Collected data entries
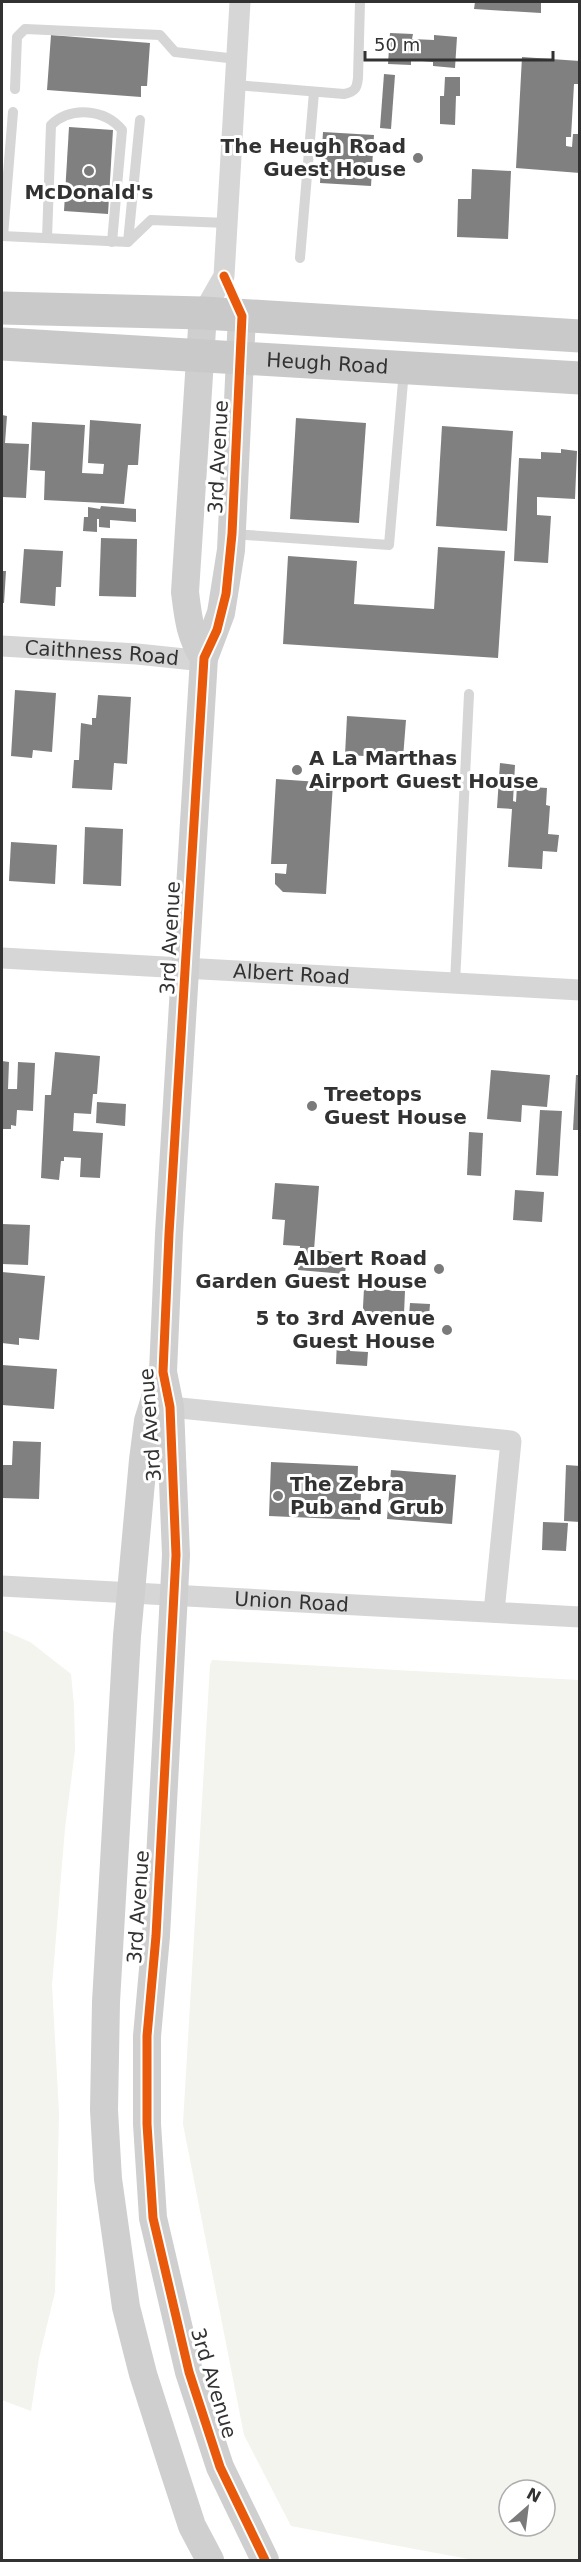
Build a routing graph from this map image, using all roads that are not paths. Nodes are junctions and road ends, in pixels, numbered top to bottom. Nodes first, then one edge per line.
1 (240, 2) edge
2 (360, 2) edge
3 (237, 59) junction
4 (236, 85) junction
5 (15, 89) dead end
6 (314, 92) junction
7 (13, 112) dead end
8 (140, 120) dead end
9 (227, 223) junction
10 (2, 236) edge
11 (48, 238) junction
12 (112, 242) junction
13 (128, 242) junction
14 (300, 258) dead end
15 (224, 276) junction
16 (2, 308) edge
17 (203, 313) junction
18 (242, 316) junction
19 (579, 336) edge
20 (2, 344) edge
21 (200, 354) junction
22 (241, 356) junction
23 (404, 367) junction
24 (579, 378) edge
25 (232, 534) junction
26 (2, 646) edge
27 (204, 660) junction
28 (469, 694) dead end
29 (2, 958) edge
30 (186, 969) junction
31 (455, 983) junction
32 (579, 990) edge
33 (163, 1372) junction
34 (170, 1407) junction
35 (2, 1586) edge
36 (131, 1592) junction
37 (174, 1595) junction
38 (495, 1612) junction
39 (579, 1617) edge
40 (210, 2560) edge
41 (265, 2560) edge

1 - 3 street, 3rd Avenue
2 - 6 lane
3 - 4 street, 3rd Avenue
3 - 5 lane
4 - 6 lane
4 - 9 street, 3rd Avenue
6 - 14 lane
7 - 10 lane
8 - 13 lane
9 - 13 lane
9 - 15 street, 3rd Avenue
10 - 11 lane
11 - 12 lane
11 - 12 lane
12 - 13 lane
15 - 17 street, 3rd Avenue
15 - 18 street, 3rd Avenue
16 - 17 main road, Heugh Road
17 - 18 main road, Heugh Road
17 - 21 street, 3rd Avenue
18 - 19 main road, Heugh Road
18 - 22 street, 3rd Avenue
20 - 21 main road, Heugh Road
21 - 22 main road, Heugh Road
21 - 27 street, 3rd Avenue
22 - 23 main road, Heugh Road
22 - 25 street, 3rd Avenue
23 - 24 main road, Heugh Road
23 - 25 lane
25 - 27 street, 3rd Avenue
26 - 27 street, Caithness Road
27 - 30 street, 3rd Avenue
28 - 31 lane
29 - 30 street, Albert Road
30 - 31 street, Albert Road
30 - 33 street, 3rd Avenue
31 - 32 street, Albert Road
33 - 34 street, 3rd Avenue
33 - 36 street, 3rd Avenue
34 - 37 street, 3rd Avenue
34 - 38 street
35 - 36 street, Union Road
36 - 37 street, Union Road
36 - 40 street, 3rd Avenue
37 - 38 street, Union Road
37 - 41 street, 3rd Avenue
38 - 39 street, Union Road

▶ _Exercise directions_
Filter these records, keeping every line where the word "dead" occurs.

▶ _Solution for this problem_
5 (15, 89) dead end
7 (13, 112) dead end
8 (140, 120) dead end
14 (300, 258) dead end
28 (469, 694) dead end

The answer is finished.